Rabbi Shalom Rosner on Re'eh 5770, Adapted By Rabbi Neil Fleischmann: We Are All Individuals

"Behold, I set before you this day a blessing and a curse" (Devarim11:26) In the Hebrew there is a contradiction withing this verse. The Hebrew word for "behold" - the name of this portion - re'eh (literally, see) is directed to the individual, while the the Hebrew for "before you" - lifneichem is in plural, before the entire Jewish communal entity. The idea here - as teased out by the Kotzker Rebbe is that while the choices of blessings and curses are put before everyone, each unique individual perceives these realities in divergent ways. Nevertheless, everyone has the chance to make truly healthy choices.

Rabbi Bernard Weinberger in his sefer Shemen Hatov on 14:1 first addresses what he considers to be the simple meaning of the flow of these words: "You are the children of the L-rd your Go-d, you shall not cut yourselves, nor make any baldness between your eyes for the dead." Because you are children to G-d therefore you should not react by cutting yourselves when a dear one dies. A prince is exiled into the army and a time comes when he leaves the forces and goes on to be king, A soul is sent to learn things in this world and eventually returns to G-d. The soldiers, the relatives, need to not despair because the beloved is returning to where he belongs.

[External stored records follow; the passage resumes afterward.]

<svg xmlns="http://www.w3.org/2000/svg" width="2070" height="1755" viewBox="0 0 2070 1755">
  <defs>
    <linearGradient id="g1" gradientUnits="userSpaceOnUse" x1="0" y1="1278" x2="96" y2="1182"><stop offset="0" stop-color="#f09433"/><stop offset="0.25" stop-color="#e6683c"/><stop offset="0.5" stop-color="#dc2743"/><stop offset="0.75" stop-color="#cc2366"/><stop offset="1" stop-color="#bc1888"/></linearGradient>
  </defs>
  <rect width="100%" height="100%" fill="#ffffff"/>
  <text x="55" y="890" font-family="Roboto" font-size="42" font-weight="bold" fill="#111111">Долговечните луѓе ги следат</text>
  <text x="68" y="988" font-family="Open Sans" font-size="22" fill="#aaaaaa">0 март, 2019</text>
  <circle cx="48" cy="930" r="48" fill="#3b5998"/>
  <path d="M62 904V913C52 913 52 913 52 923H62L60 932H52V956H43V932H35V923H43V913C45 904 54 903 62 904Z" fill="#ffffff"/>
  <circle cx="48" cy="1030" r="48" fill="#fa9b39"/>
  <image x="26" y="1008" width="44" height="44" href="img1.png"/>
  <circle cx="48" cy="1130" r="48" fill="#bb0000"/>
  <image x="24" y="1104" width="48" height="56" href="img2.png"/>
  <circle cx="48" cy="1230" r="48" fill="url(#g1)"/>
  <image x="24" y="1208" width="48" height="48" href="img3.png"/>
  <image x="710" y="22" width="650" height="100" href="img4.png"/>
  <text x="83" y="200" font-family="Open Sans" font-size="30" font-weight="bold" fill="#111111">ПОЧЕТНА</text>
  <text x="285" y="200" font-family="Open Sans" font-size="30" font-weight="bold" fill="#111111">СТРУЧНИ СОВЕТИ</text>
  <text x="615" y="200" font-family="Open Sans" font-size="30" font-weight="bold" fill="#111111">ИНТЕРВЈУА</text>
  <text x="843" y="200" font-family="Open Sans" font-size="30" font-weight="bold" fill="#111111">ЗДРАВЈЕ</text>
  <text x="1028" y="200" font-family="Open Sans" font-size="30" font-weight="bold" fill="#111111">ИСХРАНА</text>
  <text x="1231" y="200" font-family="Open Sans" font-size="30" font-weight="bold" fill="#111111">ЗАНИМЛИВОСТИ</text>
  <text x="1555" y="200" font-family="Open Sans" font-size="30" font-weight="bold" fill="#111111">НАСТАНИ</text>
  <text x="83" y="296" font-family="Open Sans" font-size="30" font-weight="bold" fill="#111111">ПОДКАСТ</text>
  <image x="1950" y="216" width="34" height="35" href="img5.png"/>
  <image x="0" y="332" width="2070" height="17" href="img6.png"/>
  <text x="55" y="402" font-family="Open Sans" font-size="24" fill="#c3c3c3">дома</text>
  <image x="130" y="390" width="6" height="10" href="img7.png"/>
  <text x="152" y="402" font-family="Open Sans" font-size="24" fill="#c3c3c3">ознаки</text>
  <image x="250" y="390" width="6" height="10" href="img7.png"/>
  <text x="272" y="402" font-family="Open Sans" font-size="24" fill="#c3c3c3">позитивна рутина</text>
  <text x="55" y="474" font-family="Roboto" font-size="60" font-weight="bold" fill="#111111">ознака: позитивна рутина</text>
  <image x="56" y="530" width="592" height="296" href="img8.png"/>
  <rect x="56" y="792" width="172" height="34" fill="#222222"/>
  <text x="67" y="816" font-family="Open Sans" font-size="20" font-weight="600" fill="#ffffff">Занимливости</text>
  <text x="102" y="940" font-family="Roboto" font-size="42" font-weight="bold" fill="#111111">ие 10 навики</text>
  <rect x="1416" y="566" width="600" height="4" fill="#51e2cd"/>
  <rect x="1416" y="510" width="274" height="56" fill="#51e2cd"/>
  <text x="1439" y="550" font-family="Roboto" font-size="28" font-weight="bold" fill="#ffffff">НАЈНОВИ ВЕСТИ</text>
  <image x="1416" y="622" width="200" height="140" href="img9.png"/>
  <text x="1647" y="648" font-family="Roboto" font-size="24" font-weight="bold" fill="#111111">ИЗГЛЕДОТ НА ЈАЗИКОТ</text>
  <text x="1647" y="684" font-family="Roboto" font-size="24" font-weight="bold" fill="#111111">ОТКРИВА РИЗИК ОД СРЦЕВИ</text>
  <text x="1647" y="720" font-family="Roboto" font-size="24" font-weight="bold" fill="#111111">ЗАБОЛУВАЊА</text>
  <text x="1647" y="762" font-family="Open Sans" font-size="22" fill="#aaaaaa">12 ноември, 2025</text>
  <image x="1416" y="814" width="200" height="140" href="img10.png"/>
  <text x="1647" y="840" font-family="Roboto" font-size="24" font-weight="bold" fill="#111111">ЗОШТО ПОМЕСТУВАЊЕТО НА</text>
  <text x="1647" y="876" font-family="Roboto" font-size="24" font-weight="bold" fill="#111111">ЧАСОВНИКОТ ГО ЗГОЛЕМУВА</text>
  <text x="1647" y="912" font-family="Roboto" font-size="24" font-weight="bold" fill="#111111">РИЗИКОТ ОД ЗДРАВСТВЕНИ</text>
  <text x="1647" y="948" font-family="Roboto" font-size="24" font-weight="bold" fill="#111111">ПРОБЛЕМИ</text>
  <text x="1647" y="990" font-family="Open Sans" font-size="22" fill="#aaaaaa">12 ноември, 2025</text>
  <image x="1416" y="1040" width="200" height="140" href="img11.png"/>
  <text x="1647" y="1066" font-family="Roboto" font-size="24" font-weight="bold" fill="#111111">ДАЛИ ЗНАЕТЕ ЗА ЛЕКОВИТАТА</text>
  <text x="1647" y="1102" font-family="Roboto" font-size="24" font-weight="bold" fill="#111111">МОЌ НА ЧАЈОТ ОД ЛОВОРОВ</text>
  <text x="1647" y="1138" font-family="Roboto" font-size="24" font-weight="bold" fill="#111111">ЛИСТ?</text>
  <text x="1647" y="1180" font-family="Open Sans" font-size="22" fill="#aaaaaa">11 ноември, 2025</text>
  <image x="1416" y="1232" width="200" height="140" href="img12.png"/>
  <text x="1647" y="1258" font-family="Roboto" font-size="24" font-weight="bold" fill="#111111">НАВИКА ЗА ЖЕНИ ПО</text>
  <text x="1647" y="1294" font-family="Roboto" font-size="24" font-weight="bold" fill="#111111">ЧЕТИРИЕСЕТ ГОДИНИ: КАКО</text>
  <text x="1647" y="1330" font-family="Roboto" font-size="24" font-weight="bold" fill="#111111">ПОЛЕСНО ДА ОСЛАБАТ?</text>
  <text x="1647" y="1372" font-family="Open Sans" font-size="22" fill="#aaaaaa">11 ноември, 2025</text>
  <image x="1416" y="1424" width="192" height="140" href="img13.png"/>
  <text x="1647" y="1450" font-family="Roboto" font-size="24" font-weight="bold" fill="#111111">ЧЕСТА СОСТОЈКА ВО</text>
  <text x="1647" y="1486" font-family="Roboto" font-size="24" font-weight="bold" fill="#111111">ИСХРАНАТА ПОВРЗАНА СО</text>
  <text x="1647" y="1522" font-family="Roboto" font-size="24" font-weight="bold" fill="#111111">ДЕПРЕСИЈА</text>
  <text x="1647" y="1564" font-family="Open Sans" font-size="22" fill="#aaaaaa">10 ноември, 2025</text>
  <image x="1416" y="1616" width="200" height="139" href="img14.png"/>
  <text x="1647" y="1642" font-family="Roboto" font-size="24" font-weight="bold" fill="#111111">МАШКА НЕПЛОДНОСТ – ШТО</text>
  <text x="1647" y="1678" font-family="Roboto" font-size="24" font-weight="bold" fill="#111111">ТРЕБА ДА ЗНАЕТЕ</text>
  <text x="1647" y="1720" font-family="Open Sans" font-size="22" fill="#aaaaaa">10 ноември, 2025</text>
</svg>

Yevamot 13b teaches that lo titgodedu, besides its literal meaning of not mutilating oneself also means "lo taasu gedudim"- don't break away from the community into clusters. The Shemen HaTov addresses how this ruling is derived from the verse although the literal context and the homiletical explanation seem unrelated. He suggests that nothing brings out individuality like the loss of a loved one. Everyone mourns in their own fashion, accentuating a different element of the loss of this life. The fact that everyone reacts differently to a loved one's death can lead to families breaking apart in the wake of that loss. It is specifically in light of death which can exacerbate divisiveness that we are implored to stick together.

This relates to Yirmiyahu's cry, "Habitu u're'u im yeish mach'ovkemach'ovi" (Eichah 1:12) - "Look and see if there is a pain like the pain I am experiencing." The Maggid of Dubno keys in on the wordmach'ovi.. He tells the tale of a palace built and burned to ashes. Some cry over the loss of the home they lived in, others over specific furniture or decorations. The owner is the only one who knows that he had hidden treasures in that house, so he cries harder and in a different way than anyone else. Yirmiyahu knew the deep meaning of the BeitHaMikdash, a meaning lost on the masses. He tells them that they can't get the tragedy in the way he does, their mourning and his mourning are quite different.